In 1894–1895, after suffering defeat against Japan in a war primarily fought over the control of Korea, the Qing government initiated fundamental military reforms and established “New Armies” modeled after the German and Japanese military. One of the main goals was to overcome the alleged physical weakness and lack of martial spirit attributed to Chinese soldiers in particular and to Chinese men in general.
The book examines the cultivation of new soldiers, officers, and civilians through new techniques intended to discipline their bodies and reconfigure their identities as military men and citizens. It shows how the establishment of German-style “New Armies” in China between 1895 and 1916 led to the re-creation of a militarized version of masculinity, which stressed physical strength, discipline, professionalism, martial spirit, and “Western” military appearance and conduct. Although the military reforms did not prevent the downfall of the Qing Dynasty or provide stable military clout to subsequent regimes, they left a lasting legacy by reconfiguring Chinese military culture and re-creating military masculinity and the image of men in China.

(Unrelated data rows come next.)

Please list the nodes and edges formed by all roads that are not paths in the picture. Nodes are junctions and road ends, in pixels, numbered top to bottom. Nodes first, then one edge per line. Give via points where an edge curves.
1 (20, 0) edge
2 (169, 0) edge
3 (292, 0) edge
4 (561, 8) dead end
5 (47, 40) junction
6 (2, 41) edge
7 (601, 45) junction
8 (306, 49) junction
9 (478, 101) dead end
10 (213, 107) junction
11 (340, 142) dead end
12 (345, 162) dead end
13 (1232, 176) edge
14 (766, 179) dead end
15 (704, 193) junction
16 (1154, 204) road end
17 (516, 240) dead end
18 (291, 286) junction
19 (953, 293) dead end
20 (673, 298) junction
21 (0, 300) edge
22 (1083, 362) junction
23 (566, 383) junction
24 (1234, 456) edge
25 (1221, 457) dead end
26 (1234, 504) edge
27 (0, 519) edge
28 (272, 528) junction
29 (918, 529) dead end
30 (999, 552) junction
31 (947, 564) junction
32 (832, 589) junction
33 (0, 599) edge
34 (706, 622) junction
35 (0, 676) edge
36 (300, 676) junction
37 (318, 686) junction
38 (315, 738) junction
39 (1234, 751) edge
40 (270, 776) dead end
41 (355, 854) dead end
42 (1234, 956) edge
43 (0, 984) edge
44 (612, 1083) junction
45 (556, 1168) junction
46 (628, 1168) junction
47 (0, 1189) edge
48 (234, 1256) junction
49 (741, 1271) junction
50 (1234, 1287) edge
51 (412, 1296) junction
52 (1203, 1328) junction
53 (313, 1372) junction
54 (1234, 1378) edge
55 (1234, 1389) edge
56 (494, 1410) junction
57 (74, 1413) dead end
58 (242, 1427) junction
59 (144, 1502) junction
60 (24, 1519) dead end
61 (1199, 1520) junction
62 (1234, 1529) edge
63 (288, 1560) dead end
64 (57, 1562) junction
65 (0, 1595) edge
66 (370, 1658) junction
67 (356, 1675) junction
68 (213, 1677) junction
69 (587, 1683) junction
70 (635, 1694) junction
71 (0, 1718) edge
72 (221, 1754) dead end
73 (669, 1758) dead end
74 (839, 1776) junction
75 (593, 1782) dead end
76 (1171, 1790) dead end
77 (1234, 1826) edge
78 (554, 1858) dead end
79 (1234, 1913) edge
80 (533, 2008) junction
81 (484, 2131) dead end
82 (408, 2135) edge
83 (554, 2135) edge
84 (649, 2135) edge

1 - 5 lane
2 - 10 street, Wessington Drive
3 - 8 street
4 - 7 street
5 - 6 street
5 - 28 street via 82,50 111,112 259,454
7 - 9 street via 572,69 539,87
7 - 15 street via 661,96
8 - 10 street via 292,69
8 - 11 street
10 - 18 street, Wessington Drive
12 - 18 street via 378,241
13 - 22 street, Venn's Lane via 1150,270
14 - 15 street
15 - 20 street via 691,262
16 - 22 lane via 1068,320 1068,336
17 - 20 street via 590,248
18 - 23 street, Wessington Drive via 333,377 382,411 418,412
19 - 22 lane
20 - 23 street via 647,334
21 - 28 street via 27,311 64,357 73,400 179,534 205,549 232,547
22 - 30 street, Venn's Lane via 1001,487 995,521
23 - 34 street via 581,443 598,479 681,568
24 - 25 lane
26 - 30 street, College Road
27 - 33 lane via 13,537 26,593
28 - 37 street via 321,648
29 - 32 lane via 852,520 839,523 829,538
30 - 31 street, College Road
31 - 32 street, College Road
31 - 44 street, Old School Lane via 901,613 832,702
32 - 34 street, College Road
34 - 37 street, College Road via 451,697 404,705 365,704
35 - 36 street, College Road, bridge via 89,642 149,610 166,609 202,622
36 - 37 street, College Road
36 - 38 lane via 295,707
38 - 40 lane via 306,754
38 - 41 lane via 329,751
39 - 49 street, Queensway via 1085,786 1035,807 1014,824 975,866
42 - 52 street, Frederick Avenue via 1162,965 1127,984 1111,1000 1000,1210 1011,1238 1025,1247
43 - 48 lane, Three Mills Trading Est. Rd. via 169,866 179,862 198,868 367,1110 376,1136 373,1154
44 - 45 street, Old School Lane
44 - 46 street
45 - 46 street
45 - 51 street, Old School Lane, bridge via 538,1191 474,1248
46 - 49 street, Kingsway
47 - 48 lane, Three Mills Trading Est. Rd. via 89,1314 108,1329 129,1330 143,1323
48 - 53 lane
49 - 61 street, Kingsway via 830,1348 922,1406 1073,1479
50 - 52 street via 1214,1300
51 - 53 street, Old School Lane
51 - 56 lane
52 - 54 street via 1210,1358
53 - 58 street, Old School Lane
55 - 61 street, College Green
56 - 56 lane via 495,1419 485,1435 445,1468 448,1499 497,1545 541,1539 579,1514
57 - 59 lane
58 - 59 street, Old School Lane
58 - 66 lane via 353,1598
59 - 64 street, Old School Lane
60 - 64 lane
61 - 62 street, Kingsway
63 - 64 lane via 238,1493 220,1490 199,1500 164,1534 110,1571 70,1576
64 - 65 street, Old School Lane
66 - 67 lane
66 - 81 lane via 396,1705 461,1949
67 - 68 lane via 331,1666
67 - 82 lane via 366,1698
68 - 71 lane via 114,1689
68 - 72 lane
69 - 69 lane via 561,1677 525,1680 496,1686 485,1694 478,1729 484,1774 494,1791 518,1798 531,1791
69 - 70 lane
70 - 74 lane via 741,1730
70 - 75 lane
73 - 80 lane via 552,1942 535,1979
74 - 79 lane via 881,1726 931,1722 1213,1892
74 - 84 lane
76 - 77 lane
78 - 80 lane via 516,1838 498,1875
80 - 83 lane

Dr. Nicolas Schillinger is a research fellow of Chinese Studies at Free University Berlin. The new publication is his dissertation, which resulted from his research as a doctoral student at the Cluster in 2013. Schillinger was involved in project A4 “Bureaucracies - The Fascination of Efficiency: Migrating Ideas and Emerging Bureaucracies in Europe and Asia since the Early Modern Era”.
Schillinger’s dissertation “The Body and Military Masculinity in Late Qing and Early Republican China. The Art of Governing Soldiers” was published by independent publisher Rowman & Littlefield.